Bien que les résultats de l’étude se soient limités aux diagnostics de dépression, Yeh a suggéré qu’il est possible que la parathyroïdectomie puisse offrir des bénéfices neuropsychiatriques plus nuancés.
« Il se peut que les effets neurocognitifs de la parathyroïdectomie soient plus subtils qu’un diagnostic clinique de dépression et qu’ils seraient mieux évalués en dehors des données de réclamations, avec des évaluations plus larges de la qualité de vie et du fonctionnement », ont souligné Delaney et ses co-auteurs.
Les chercheurs ont également suggéré que, bien que le taux global de dépression incident n’ait pas été affecté par la parathyroïdectomie, la définition binaire de la dépression utilisée dans l’étude pourrait ne pas avoir été suffisamment sensible pour capturer des changements subtils.
L’analyse a inclus des patients de l’administration des anciens combattants nouvellement diagnostiqués avec PHPT entre 2000 et 2019. La majorité de la cohorte a été gérée sans intervention chirurgicale (91,8 %), tandis que 8,2 % ont été traités par parathyroïdectomie dans l’année suivant le diagnostic.
Un diagnostic biochimique de PHPT a été défini par un taux de calcium sérique élevé (supérieur à 10,2 mg/dL) et un taux d’hormone parathyroïdienne élevé (supérieur à 65 ng/mL) dans les six mois suivant. Les patients présentant une hyperparathyroïdie secondaire ou tertiaire ont été exclus en raison d’un taux de filtration glomérulaire estimé inférieur à 30 mL/min/1,73 m2 à tout moment dans l’année précédant le diagnostic de PHPT.
Un nouveau diagnostic de dépression était basé sur les codes ICD-9 et ICD-10. Les patients devaient avoir un code de diagnostic de dépression en hospitalisation ou deux codes de diagnostic de dépression en ambulatoire dans un intervalle de deux ans.
Les patients ayant subi une parathyroïdectomie précoce avaient un taux moyen d’hormone parathyroïdienne plus élevé, étaient plus susceptibles d’avoir un taux de calcium sérique supérieur d’au moins 1 mg/dL à la limite supérieure de la normale, étaient plus jeunes, majoritairement blancs, et avaient tendance à avoir un score d’indice de comorbidité de Charlson plus bas.
Les patients ayant subi une parathyroïdectomie précoce avaient des taux similaires de trouble de stress post-traumatique, d’anxiété, de trouble lié à l’alcool, de trouble lié aux opioïdes et d’antécédents d’accident vasculaire cérébral, mais des taux plus bas de diabète, d’hypothyroïdie et de maladie coronarienne.
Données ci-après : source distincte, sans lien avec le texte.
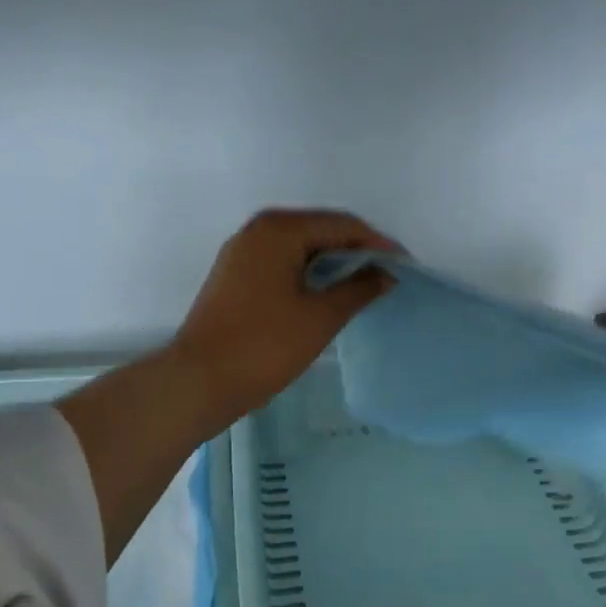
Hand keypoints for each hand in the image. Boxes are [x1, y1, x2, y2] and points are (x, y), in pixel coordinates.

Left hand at [167, 208, 398, 427]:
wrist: (200, 381)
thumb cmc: (265, 346)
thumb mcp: (321, 317)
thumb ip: (359, 288)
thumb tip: (386, 273)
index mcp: (280, 230)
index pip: (342, 225)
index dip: (377, 243)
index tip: (405, 265)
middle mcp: (259, 229)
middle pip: (320, 229)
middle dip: (356, 250)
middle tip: (388, 274)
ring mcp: (243, 251)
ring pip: (301, 246)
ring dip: (334, 262)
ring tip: (365, 285)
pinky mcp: (236, 274)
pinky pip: (284, 261)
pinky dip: (310, 272)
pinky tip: (329, 292)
Dans une analyse de sous-groupe, le risque de dépression nouvellement diagnostiquée ne favorisait pas non plus l’une ou l’autre des stratégies de gestion lorsque les patients étaient divisés par âge (moins de 65 ans contre 65 ans et plus) ou par niveau de calcium de base (inférieur à 11,3 mg/dL contre 11,3 mg/dL ou plus).
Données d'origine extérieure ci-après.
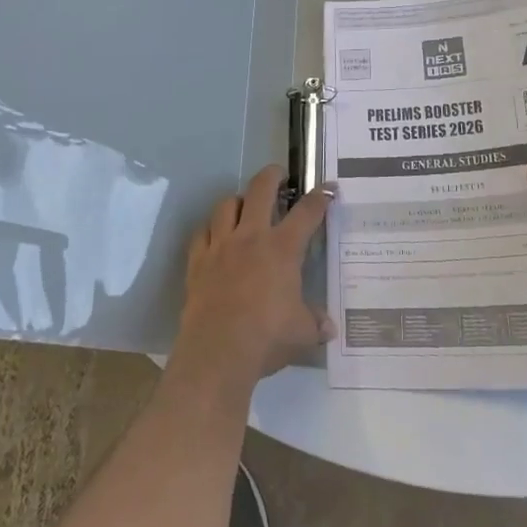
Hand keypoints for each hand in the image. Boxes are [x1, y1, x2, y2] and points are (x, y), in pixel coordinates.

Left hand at [168, 166, 333, 402]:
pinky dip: (211, 229)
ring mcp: (221, 245)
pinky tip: (216, 236)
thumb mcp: (302, 333)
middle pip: (261, 189)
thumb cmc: (266, 338)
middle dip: (272, 175)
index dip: (321, 198)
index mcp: (282, 249)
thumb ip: (316, 324)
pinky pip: (202, 232)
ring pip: (227, 204)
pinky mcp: (198, 260)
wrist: (217, 352)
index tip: (329, 189)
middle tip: (279, 175)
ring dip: (239, 200)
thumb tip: (329, 327)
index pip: (307, 212)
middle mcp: (251, 237)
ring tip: (245, 205)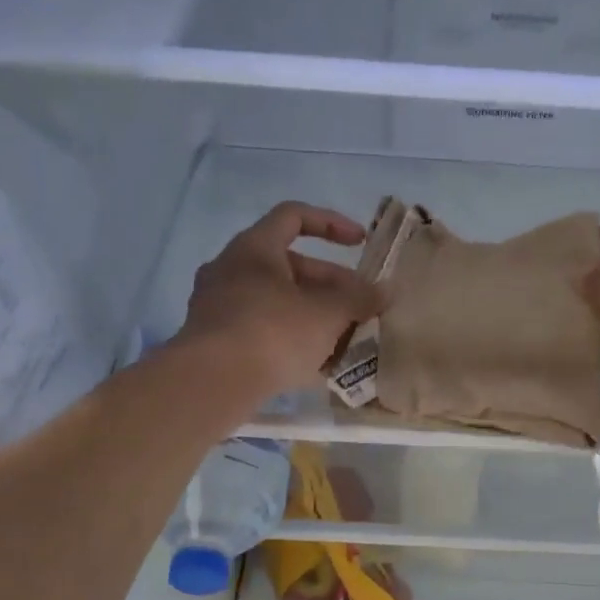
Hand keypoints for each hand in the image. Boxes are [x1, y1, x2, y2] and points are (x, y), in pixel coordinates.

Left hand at [177, 202, 381, 396]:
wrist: (212, 382)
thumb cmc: (273, 332)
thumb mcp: (327, 314)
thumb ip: (359, 299)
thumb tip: (386, 291)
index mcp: (254, 248)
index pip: (294, 217)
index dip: (332, 224)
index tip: (360, 243)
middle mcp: (230, 269)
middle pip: (290, 266)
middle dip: (331, 285)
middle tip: (360, 308)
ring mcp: (218, 306)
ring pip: (277, 301)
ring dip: (313, 315)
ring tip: (344, 339)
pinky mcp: (215, 341)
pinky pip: (261, 329)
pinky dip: (289, 339)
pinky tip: (314, 365)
Il y avait 2 938 patients ayant subi une parathyroïdectomie différée, réalisée en moyenne 2,6 ans après le diagnostic. Il n’y avait également aucune différence dans l’effet estimé de la parathyroïdectomie lorsque les patients étaient censurés au moment de la parathyroïdectomie différée (HR 1,03, IC à 95 % 0,93-1,15).
Le groupe de Delaney a noté que la nature observationnelle de l’étude constituait une limitation. La PHPT affecte le plus souvent les femmes, mais la population de vétérans est composée d’environ 90 % d’hommes.